Sugimoto presents a series of photographs whose exposure times are matched to the running times of films being observed. Over this time, the image of the screen sums to be only white light, illuminating the screen but depicting nothing, and also highlighting the details of the particular theatre in which he is taking the photograph. He positions the camera, it seems, as far to the rear as possible when inside a theatre, with most of the shots apparently taken from balcony vantage-points, and sometimes even seeming as if they are from the projection booth itself; when photographing a drive-in screen, on the other hand, he positions the camera quite close to the screen, in front of any vehicles.
The rectangles of white light in the center of these photographs both pull one in, serving as the unquestionable focal point of each print, and seem to release one after a certain point. Before making it to the central whiteness, one's eyes settles on the gorgeous, exotic details of the often ornate theatres on display. One almost wishes for a better view of the architectural detailing at times, but instead the experience of the filmgoer and the artistry of the film is allowed to take precedence over the artistry of the building for the length of the film, and the length of the film is all we get to see of these theatres.
The compression of the length of a film into a single photograph reflects the viewing experience of a film in many ways; one sits for a length of time, experiencing it in full, but nearly always that experience is condensed into a single memory of having been there, a single judgement of the film's quality. Not having the films themselves to look at in these photos, one takes away different details from each one: the varying size, depending on distance from the screen, and shape, depending on the film, of that central, burning white rectangle; the seating configurations; the size of the audiences; the details of the architecture. Over and over, the process of being absorbed and released reoccurs.

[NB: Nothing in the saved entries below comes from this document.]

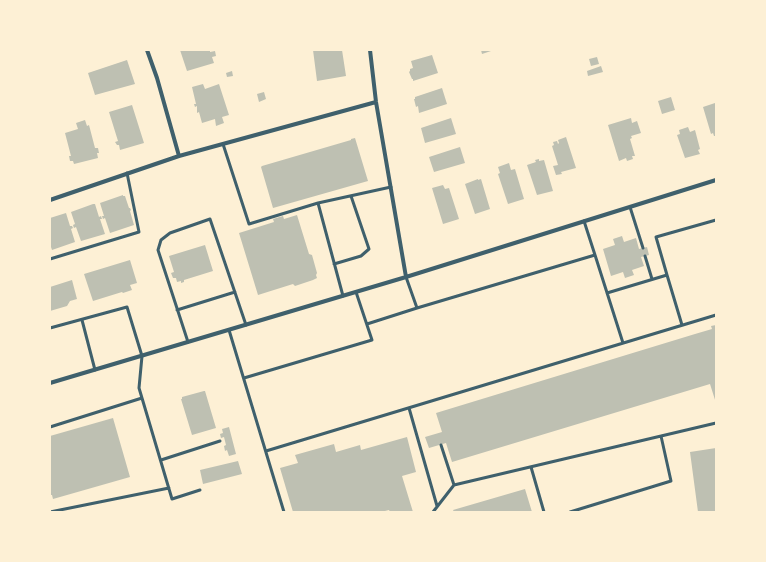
<!DOCTYPE html>
<style>
body{margin:0}
#map{position:relative;width:766px;height:562px;overflow:hidden;background:#fdf0d5;font-family:"Varela Round",sans-serif}
canvas{display:block}
.frame{position:absolute;inset:0;border:51px solid #fdf0d5;pointer-events:none}
</style>
<div id="map">
<canvas width="766" height="562"></canvas>
<div class="frame"></div>
</div>
<script>
const ctx = document.querySelector('canvas').getContext('2d');
ctx.lineJoin = 'round';
function paint(path, color) {
  ctx.fillStyle = color;
  ctx.fill(path, 'evenodd');
}
function toPath(rows) {
  const path = new Path2D();
  for (const r of rows) {
    path.moveTo(r[0], r[1]);
    for (let i = 2; i < r.length; i += 2) path.lineTo(r[i], r[i + 1]);
  }
  return path;
}
function strokePath(path, color, width, dash) {
  ctx.strokeStyle = color;
  ctx.lineWidth = width;
  ctx.lineCap = dash ? 'butt' : 'round';
  ctx.setLineDash(dash || []);
  ctx.stroke(path);
}
const building = toPath([
 [180,50,210,50,210,52,215,51,216,56,212,57,214,63,187,71],
 [313,50,342,50,346,76,317,81],
 [481,50,490,50,491,51,482,54],
 [432,55,438,73,413,81,413,79,412,79,409,72,410,71,410,69,413,68,411,61],
 [597,57,599,64,591,66,589,59],
 [127,60,135,84,95,95,88,73],
 [601,66,603,72,588,76,587,71],
 [232,71,233,76,227,77,226,73],
 [203,84,205,89,219,84,229,115,222,117,224,123,216,126,215,119,202,123,199,112,197,113,197,106,195,107,194,104,196,104,192,87],
 [442,88,447,104,419,113,418,106,416,107,414,99,415,99,415,97],
 [264,92,266,99,259,102,257,94],
 [671,97,675,110,662,114,658,101],
 [715,103,716,136,714,136,713,133,711,134,703,107],
 [132,105,144,143,120,150,119,145,117,145,115,142,118,141,109,112],
 [451,118,456,134,425,143,421,128],
 [631,118,632,123,637,121,641,133,631,136,632,138,630,139,635,156,632,156,633,159,627,161,626,158,619,161,608,125],
 [85,120,87,126,89,125,95,148,98,148,99,153,97,153,98,158,74,164,73,161,70,161,69,156,71,156,65,133,78,129,76,123],
 [688,127,690,132,695,130,700,149,698,150,700,154,685,158,677,135,680,134,679,130],
 [566,137,576,168,561,172,562,174,556,175,553,166,558,165,552,146,554,145,553,142,557,141,558,144,559,143,558,140],
 [355,138,368,181,273,208,261,167,262,166,351,140,351,139],
 [460,147,465,163,434,172,429,157],
 [539,159,539,161,544,160,553,191,537,195,527,165,536,162,535,160],
 [509,163,511,170,515,169,524,199,508,204,498,174,500,173,498,167],
 [478,179,478,180,481,179,490,209,475,214,465,184],
 [443,185,445,189,449,188,459,219,443,224,432,188],
 [123,195,123,196,125,196,129,208,130,208,131,210,130,211,134,225,110,233,105,218,103,219,102,216,104,216,100,203],
 [93,204,95,204,99,217,101,216,102,219,100,219,105,234,81,241,76,227,74,228,73,225,75,224,71,212],
 [66,213,70,226,72,226,73,228,71,229,75,242,52,250,50,244,50,218],
 [297,215,309,254,312,255,317,273,316,275,317,278,313,280,295,286,293,284,258,295,239,233,274,222,273,219,283,216,284,219],
 [622,236,624,242,636,238,639,249,647,247,649,255,641,257,644,266,632,270,634,275,625,278,623,272,611,276,603,249,615,245,613,239],
 [205,245,213,271,184,280,184,282,181,283,181,281,177,282,176,278,173,278,171,273,174,272,169,256],
 [130,260,137,283,130,285,132,290,123,293,122,292,93,301,84,274],
 [72,280,77,299,70,301,67,306,50,311,50,287],
 [716,325,716,403,710,384,452,462,446,443,429,448,425,437,442,432,436,413,695,334,712,329,711,326],
 [204,391,205,391,216,428,192,435,181,399,182,399,182,397],
 [113,418,130,477,53,499,52,495,50,495,50,436],
 [229,427,236,454,229,456,227,450,225,451,224,446,226,445,224,437,221,438,220,434,223,433,222,429],
 [407,437,416,472,402,476,413,512,390,512,389,510,381,512,293,512,280,468,298,463,295,455,334,444,336,452,360,445,361,450],
 [716,448,716,512,698,512,690,452],
 [238,461,242,474,203,484,200,470],
 [525,489,532,512,454,512,453,510]
]);
const service = toPath([
 [223,144,249,224,318,203],
 [630,207,643,248],
 [595,255,623,343],
 [645,256,652,279],
 [50,259,139,232,127,173],
 [334,264,361,256,369,249,351,196],
 [667,275,656,237,716,220],
 [607,293,667,275,682,325],
 [343,296,318,203,391,187],
 [417,308,595,255,584,221],
 [177,310,235,292],
 [82,320,95,370],
 [367,324,417,308,406,277],
 [50,328,127,307,142,356,139,388,172,499,200,490],
 [229,330,284,512],
 [188,342,158,250,161,240,170,233,210,219,246,325],
 [244,378,372,340,356,292],
 [409,408,437,506],
 [50,427,142,398],
 [441,445,454,485],
 [266,451,716,315],
 [161,460,220,441],
 [531,467,544,512],
 [50,512,169,488],
 [433,512,454,485,716,423],
 [570,512,671,481,661,436]
]);
const minor = toPath([
 [147,50,157,78,179,156],
 [370,50,376,102,406,277],
 [50,200,179,156,376,102],
 [50,383,406,277,716,180]
]);
paint(building, '#bec0b2');
strokePath(service, '#3f606c', 3);
strokePath(minor, '#3f606c', 4);
</script>
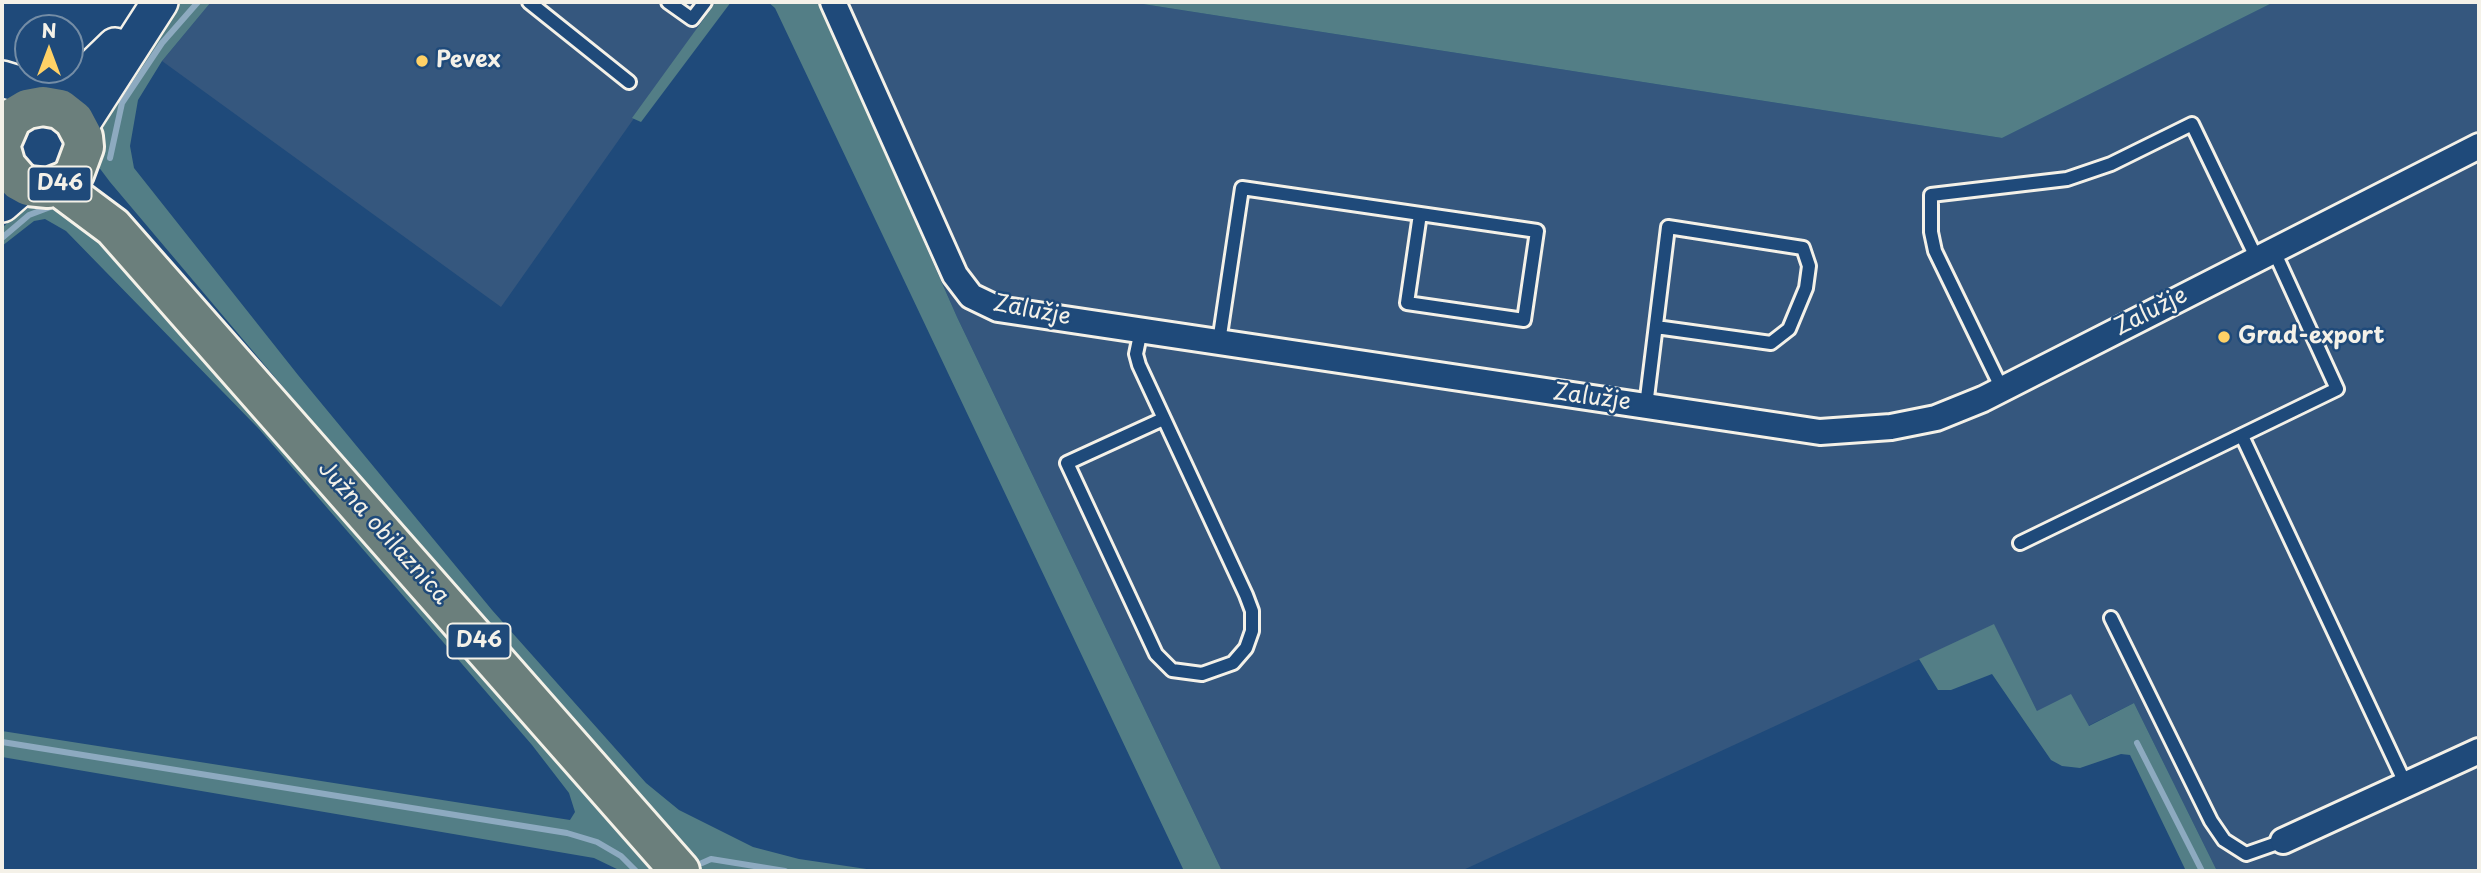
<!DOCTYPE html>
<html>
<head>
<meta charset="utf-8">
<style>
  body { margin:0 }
  #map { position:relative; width:2481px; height:873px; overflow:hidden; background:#1f4a7a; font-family:"Playpen Sans",sans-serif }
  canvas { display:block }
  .frame { position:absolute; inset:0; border:4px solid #f4f1e8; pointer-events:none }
  .north { position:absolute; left:14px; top:14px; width:70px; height:70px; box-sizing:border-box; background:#1f4a7a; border:2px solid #748da6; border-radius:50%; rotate:0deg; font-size:19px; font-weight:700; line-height:28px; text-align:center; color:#f4f1e8 }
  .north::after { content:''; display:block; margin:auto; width:24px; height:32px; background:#ffd166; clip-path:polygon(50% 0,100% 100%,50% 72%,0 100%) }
</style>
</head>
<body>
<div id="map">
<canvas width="2481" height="873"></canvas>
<div class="frame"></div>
<div class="north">N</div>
</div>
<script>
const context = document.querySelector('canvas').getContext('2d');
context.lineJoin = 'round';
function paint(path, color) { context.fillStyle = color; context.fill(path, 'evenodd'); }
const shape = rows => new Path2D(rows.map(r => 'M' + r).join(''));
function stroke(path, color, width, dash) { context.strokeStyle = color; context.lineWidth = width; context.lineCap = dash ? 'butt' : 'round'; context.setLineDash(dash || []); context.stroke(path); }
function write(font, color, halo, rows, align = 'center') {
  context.font = font + ' "Playpen Sans",sans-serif'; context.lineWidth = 5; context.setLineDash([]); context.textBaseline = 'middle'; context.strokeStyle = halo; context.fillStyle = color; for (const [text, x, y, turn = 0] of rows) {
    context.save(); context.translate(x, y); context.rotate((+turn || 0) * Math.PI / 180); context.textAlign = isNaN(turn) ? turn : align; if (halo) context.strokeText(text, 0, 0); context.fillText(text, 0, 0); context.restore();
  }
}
paint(shape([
  [211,2,716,2,501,307,162,61],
  [820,2,1130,2,2002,138,2274,2,2479,2,2479,871,2217,871,2134,703,2088,726,2037,711,1994,625,1461,871,1222,871,957,317]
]), '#35577e');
paint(shape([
  [175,2,211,2,162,61,138,100,130,146,134,168,298,375,492,610,646,783,679,810,753,847,799,859,880,871,692,871,110,182,92,158,94,125],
  [716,2,731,2,641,122,632,118],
  [768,2,818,2,957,317,1222,871,1184,871,775,8],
  [1130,2,2274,2,2002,138],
  [39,203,52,203,84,225,154,297,665,871,621,871,594,858,2,757,2,731,570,820,575,812,569,793,532,745,259,429,66,231,45,219,34,221,2,246,2,228,17,214],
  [1994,624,2037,711,2071,694,2089,726,2134,703,2217,871,2186,871,2130,755,2121,754,2080,768,2062,766,2051,760,1992,674,1951,690,1938,690,1919,659]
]), '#537e86');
stroke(shape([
  [110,158,122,103,162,43,198,2],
  [2,238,29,215,53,206],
  [2,742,567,833,597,842,621,856,636,871],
  [2137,743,2202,871],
  [702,863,711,859,785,871]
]), '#8daac0', 6);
const lane = shape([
  [529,2,629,82],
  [668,2,692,19,705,2],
  [1141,330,1136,354,1139,365,1246,595,1252,611,1252,631,1246,648,1233,663,1202,674,1172,670,1156,654,1067,463,1163,419],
  [1219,342,1242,188,1537,231,1524,320,1407,303,1420,214],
  [2002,389,1935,251,1931,232,1931,195,2067,179,2111,164,2192,124,2256,257],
  [1646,406,1668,227,1803,248,1809,266,1806,288,1789,329,1771,343,1656,327],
  [2242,436,2406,785],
  [2020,543,2337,389,2273,249],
  [2111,618,2211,821,2224,840,2246,854,2283,841]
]);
const street = shape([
  [833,2,955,275,971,296,998,309,1820,432,1891,427,1936,418,1983,399,2479,146],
  [2283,841,2479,751]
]);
const secondary = shape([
  [2,79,35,89,48,87,72,74],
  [52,107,115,46],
  [79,128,160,2],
  [2,204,25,184]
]);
const primary = shape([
  [2,141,12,118,27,109,43,106,60,109,74,120,83,137,84,147,74,174,66,181,48,188,28,186,19,181,6,166,2,152],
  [58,186,113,227,680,871]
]);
stroke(lane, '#f4f1e8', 18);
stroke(street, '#f4f1e8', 30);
stroke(secondary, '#f4f1e8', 40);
stroke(primary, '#f4f1e8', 44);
stroke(lane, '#1f4a7a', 12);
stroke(street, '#1f4a7a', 24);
stroke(secondary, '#1f4a7a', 35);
stroke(primary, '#6b7f7c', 38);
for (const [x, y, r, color] of [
  [422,61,7,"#ffd166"],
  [2224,337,7,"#ffd166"]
]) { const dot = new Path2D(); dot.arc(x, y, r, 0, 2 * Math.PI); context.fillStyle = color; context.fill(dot); stroke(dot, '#1f4a7a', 2.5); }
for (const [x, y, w] of [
  [60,184,63],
  [479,641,63]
]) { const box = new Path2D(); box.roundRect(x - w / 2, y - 17.5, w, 35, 5); context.fillStyle = '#1f4a7a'; context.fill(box); stroke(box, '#f4f1e8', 2); }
write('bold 21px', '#f4f1e8', null, [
  ["D46",60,184],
  ["D46",479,641]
]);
write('bold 23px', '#f4f1e8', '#1f4a7a', [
  ["Pevex",436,61],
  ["Grad-export",2238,337]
], 'left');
write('23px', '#f4f1e8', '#1f4a7a', [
  ["Zalužje",1032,311,11],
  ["Zalužje",2151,312,-27],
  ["Zalužje",1592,398,8],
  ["Južna obilaznica",383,533,48]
]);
</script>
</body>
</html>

In today's media climate, this book is perhaps most potent in a way that couldn't have been imagined when some of the photos were taken (they were taken during two extended periods—between 1976 and 1980, and between 1991 and 1994). Most of the theaters represented are movie palaces of a sort that hardly exist anymore, built at a time when the bottom-line wasn't the greatest driving factor in business decisions and majesty and splendor were included even in building where they were bound to spend much of their time unfavored in the darkness; the screens, too, are of a size that isn't found economical or feasible in these days of cramming as many screens as possible into cineplexes. In the photos taken in 1977, there are still UA and RKO theatres, last vestiges of an already-dead era when distributors were permitted to own cinema chains; Hollywood's Cinerama Dome—one of what used to be many venues capable of projecting three-strip Cinerama films and what happens to be one of only three Cinerama theatres still standing today—is depicted with its telltale curved Cinerama screen, one of only two screens depicted in this book that depart from the strictly rectangular.

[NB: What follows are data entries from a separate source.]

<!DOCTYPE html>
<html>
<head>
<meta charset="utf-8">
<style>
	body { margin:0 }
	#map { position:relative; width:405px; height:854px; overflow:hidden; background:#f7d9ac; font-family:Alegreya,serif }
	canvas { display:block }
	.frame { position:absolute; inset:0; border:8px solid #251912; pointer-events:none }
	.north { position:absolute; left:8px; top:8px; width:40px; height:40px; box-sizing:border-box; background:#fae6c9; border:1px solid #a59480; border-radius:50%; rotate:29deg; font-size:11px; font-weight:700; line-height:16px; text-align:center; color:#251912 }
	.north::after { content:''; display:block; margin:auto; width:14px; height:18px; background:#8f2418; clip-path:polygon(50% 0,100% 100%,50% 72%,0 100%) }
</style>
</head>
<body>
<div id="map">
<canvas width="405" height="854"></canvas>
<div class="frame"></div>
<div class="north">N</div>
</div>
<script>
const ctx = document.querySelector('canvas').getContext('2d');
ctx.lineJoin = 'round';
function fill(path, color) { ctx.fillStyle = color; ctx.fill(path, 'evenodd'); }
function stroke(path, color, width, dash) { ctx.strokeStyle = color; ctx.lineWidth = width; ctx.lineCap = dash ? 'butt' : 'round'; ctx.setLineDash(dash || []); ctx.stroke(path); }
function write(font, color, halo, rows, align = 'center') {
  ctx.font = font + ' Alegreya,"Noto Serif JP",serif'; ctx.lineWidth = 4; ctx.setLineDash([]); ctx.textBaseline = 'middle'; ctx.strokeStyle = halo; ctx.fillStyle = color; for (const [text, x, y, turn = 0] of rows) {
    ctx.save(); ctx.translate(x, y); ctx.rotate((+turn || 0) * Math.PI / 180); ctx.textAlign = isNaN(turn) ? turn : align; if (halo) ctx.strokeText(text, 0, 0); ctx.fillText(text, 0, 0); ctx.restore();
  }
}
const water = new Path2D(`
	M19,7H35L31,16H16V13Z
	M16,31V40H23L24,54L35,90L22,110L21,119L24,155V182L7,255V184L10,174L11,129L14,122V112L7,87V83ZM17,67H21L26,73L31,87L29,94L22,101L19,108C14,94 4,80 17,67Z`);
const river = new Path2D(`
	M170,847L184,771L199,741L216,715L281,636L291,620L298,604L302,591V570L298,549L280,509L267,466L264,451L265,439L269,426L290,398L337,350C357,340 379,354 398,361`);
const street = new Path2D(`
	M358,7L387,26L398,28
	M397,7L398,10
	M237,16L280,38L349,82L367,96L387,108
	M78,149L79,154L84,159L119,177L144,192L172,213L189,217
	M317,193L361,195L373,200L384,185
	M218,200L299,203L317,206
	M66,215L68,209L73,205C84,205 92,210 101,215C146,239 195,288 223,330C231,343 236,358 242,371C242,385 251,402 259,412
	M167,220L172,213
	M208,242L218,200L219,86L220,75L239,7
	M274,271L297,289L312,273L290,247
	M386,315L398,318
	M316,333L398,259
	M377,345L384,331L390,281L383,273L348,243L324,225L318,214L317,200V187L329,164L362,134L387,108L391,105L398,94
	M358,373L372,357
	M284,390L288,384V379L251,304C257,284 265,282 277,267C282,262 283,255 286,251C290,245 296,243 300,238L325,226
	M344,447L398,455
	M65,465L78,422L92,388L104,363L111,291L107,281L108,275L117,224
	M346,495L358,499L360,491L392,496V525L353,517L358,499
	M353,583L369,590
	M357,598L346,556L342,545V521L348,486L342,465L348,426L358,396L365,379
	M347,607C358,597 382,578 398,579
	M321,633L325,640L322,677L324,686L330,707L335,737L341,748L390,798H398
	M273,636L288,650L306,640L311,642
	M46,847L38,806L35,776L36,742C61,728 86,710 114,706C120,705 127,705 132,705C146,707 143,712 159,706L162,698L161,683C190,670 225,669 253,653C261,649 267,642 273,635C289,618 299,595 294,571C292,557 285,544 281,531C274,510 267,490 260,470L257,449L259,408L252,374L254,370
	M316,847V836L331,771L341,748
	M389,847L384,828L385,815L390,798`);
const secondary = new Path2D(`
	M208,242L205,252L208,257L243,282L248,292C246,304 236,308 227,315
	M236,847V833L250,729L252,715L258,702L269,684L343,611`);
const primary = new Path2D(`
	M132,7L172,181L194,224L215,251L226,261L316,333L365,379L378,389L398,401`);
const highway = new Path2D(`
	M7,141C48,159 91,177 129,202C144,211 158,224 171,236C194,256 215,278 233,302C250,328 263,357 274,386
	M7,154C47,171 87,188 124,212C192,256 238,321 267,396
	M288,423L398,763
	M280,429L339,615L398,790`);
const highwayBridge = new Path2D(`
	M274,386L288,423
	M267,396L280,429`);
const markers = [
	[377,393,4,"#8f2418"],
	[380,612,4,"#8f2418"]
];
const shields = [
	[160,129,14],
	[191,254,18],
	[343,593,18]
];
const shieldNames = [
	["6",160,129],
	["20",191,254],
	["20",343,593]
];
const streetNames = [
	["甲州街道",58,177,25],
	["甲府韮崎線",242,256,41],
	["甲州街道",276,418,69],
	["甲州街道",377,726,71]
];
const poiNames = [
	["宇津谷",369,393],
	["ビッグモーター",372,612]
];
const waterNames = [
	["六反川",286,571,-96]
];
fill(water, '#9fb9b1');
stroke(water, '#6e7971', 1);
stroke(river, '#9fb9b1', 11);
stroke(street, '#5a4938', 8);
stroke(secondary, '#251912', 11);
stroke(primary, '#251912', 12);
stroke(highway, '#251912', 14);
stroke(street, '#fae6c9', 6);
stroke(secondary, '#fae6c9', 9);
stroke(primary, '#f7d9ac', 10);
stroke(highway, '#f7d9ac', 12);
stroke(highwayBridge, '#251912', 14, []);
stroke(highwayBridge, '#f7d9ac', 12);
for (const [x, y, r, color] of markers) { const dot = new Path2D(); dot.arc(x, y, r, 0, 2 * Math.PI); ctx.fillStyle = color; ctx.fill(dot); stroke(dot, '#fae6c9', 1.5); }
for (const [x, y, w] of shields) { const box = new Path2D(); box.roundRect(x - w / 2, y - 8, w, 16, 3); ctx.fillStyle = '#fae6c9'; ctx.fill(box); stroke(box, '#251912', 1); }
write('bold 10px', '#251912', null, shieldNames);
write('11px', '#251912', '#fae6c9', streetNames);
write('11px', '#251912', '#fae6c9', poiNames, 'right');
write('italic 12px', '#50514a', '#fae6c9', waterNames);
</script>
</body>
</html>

The photos taken in the 1990s are almost all of drive-in theatres, as if Sugimoto sensed that they were already in inevitable decline and had to be memorialized immediately, if ever (note that there are often two photographs of these theatres, presumably indicating a double feature, yet another vestige of the mostly-past). Throw in the fact that these were all photographs taken on actual film—of movies projected on film—and note the fact that more and more people are abandoning the theatre for the comfort of home set-ups, and there's the unavoidable suggestion that the whole film industry and the idea of public projection may someday only linger as a memory as well, more than a century of history compacted for remembrance in books like this one.